Bloomberg reports that Elliott and SVP Global bought debt from current lenders in Braskem’s revolving credit facility, while Elliott also added positions in the company’s international bonds. The timing is crucial, as Braskem must meet roughly $150 million in interest on foreign‑denominated bonds due in July—a payment it has signaled it will defer while it works through a restructuring.
Brazilian law allows a company to file an extrajudicial restructuring plan once it secures support from at least one‑third of its creditors. Braskem’s proposal would push back repayment dates, reduce interest rates on the remaining debt, and offer longer grace periods—yet it would avoid write‑downs or debt elimination. The firm is set to present the plan before the July interest deadline.
Petrobras, the state‑owned oil company with a sizable stake in Braskem, has explicitly stated it will not provide fresh capital or pledge assets to back the restructuring. The lack of a state backstop removes a cushion creditors once counted on, shifting the burden onto Braskem’s own financial standing.
The arrival of Elliott and SVP Global—both specialists in distressed‑debt investing—breaks the mold, as these funds usually buy debt at a discount and then push for the most favorable terms instead of backing a creditor‑friendly plan. Their involvement could stir more heated negotiations, as they may demand extra concessions or a quicker resolution.
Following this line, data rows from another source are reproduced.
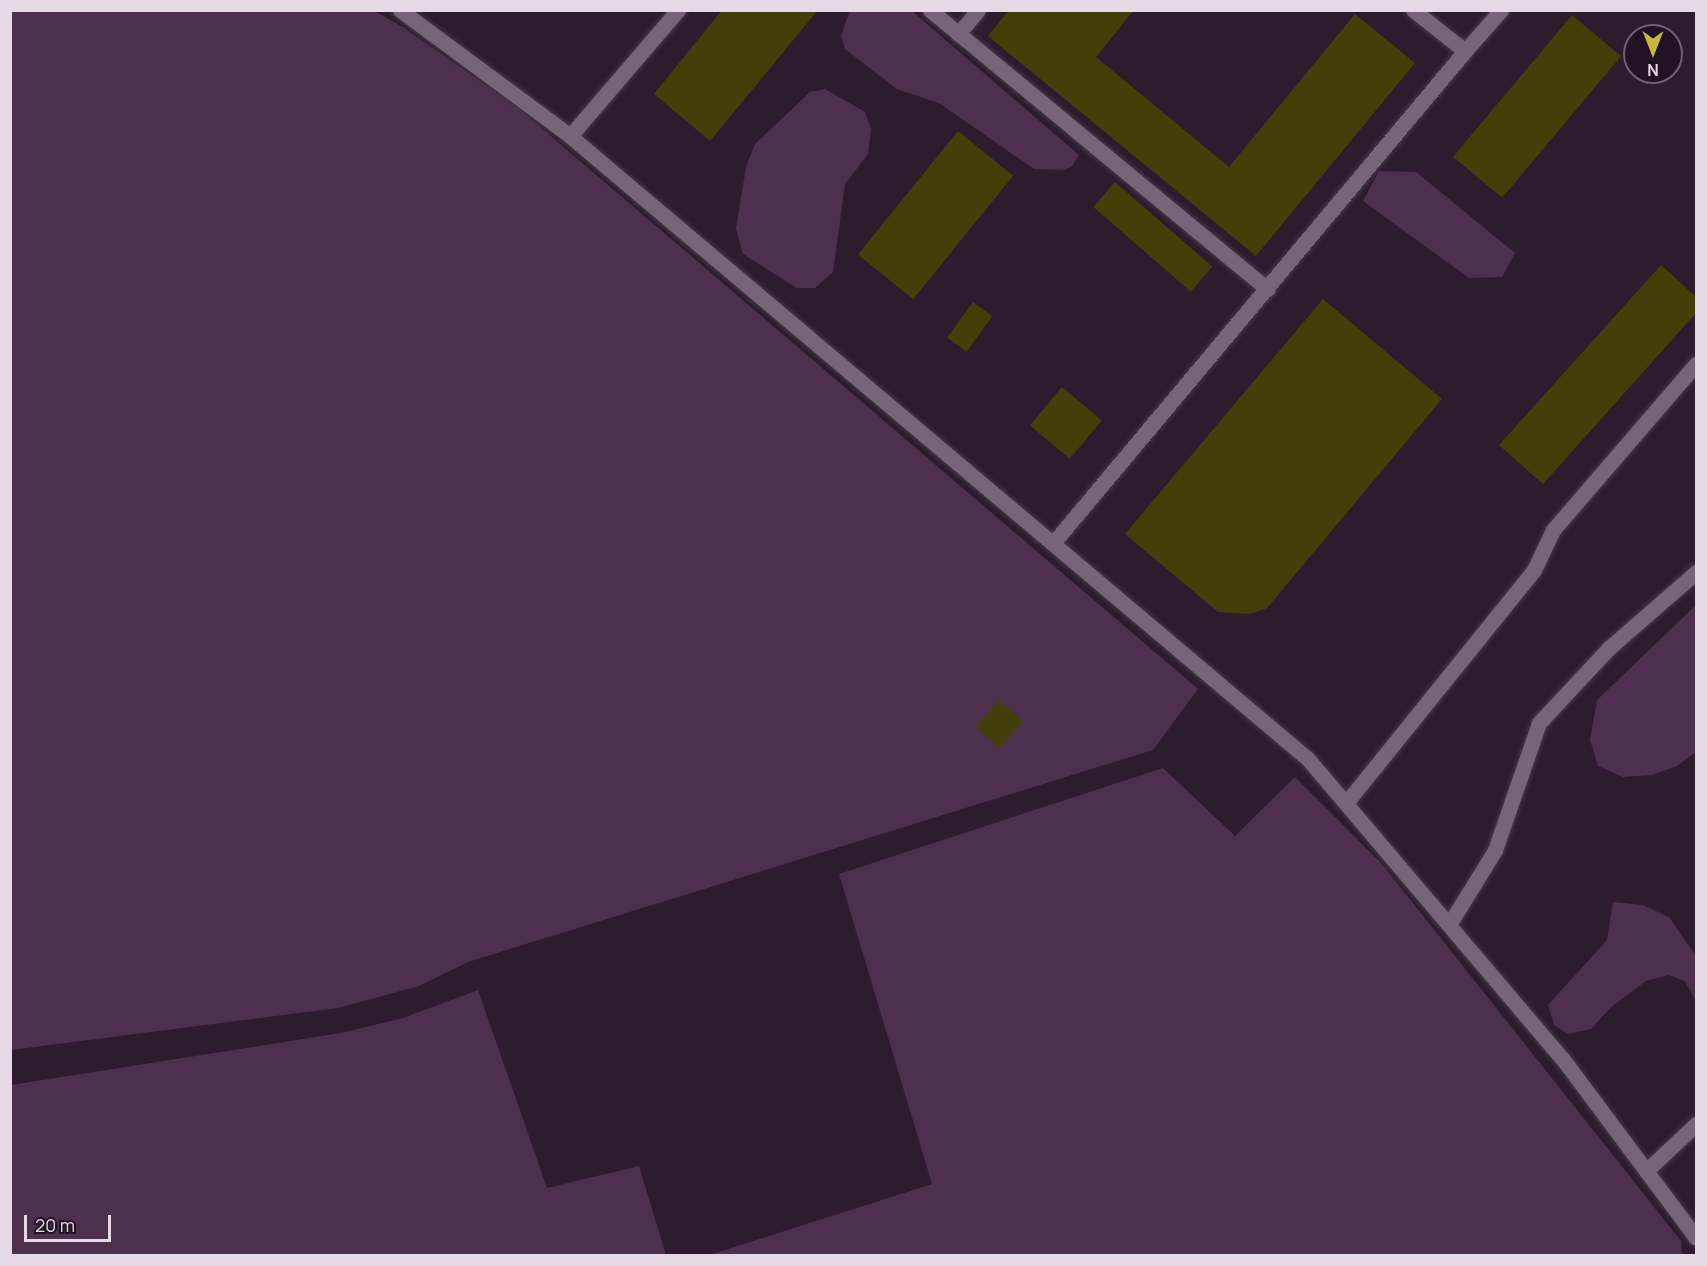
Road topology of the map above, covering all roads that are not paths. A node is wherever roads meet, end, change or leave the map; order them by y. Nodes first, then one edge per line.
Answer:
1 (400, 10) edge
2 (678, 10) edge
3 (930, 10) edge
4 (978, 10) edge
5 (1413, 10) edge
6 (1501, 10) edge
7 (419, 15) edge
8 (958, 34) junction
9 (1465, 51) junction
10 (570, 136) junction
11 (1267, 289) junction
12 (1696, 364) edge
13 (1054, 542) junction
14 (1696, 572) edge
15 (1346, 803) junction
16 (1450, 923) junction
17 (1696, 1124) edge
18 (1646, 1171) junction
19 (1696, 1238) edge

1 - 7 lane
2 - 10 lane
3 - 8 lane
4 - 8 lane
5 - 9 lane
6 - 9 lane
7 - 10 lane
8 - 11 lane
9 - 11 lane
10 - 13 lane
11 - 13 lane
12 - 15 lane
13 - 15 lane
14 - 16 lane
15 - 16 lane
16 - 18 lane
17 - 18 lane
18 - 19 lane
Investors and analysts are monitoring Braskem’s case closely, as it showcases how a large, state‑linked firm can steer a debt crisis without direct government backing. The outcome could shape how other Latin American companies with comparable ownership structures handle restructurings, particularly amid volatile global petrochemical prices.
For now, Braskem is collaborating with its creditors to finalize the restructuring proposal, while the new debt holders and distressed‑debt funds gear up to shape the outcome. The company’s next moves will involve filing the extrajudicial plan, obtaining the necessary creditor backing, and tackling the July interest payment. How these issues resolve will decide whether Braskem can sidestep a formal bankruptcy filing and keep running under a restructured debt arrangement.
The negotiations remain uncertain, with key questions surrounding creditor approval, the breadth of concessions the new debt holders may demand, and the possible long‑term effects on Braskem’s financial health. Stakeholders will keep a close eye on the company’s formal filing, creditor reactions, and any additional comments from Petrobras or the new controlling shareholders.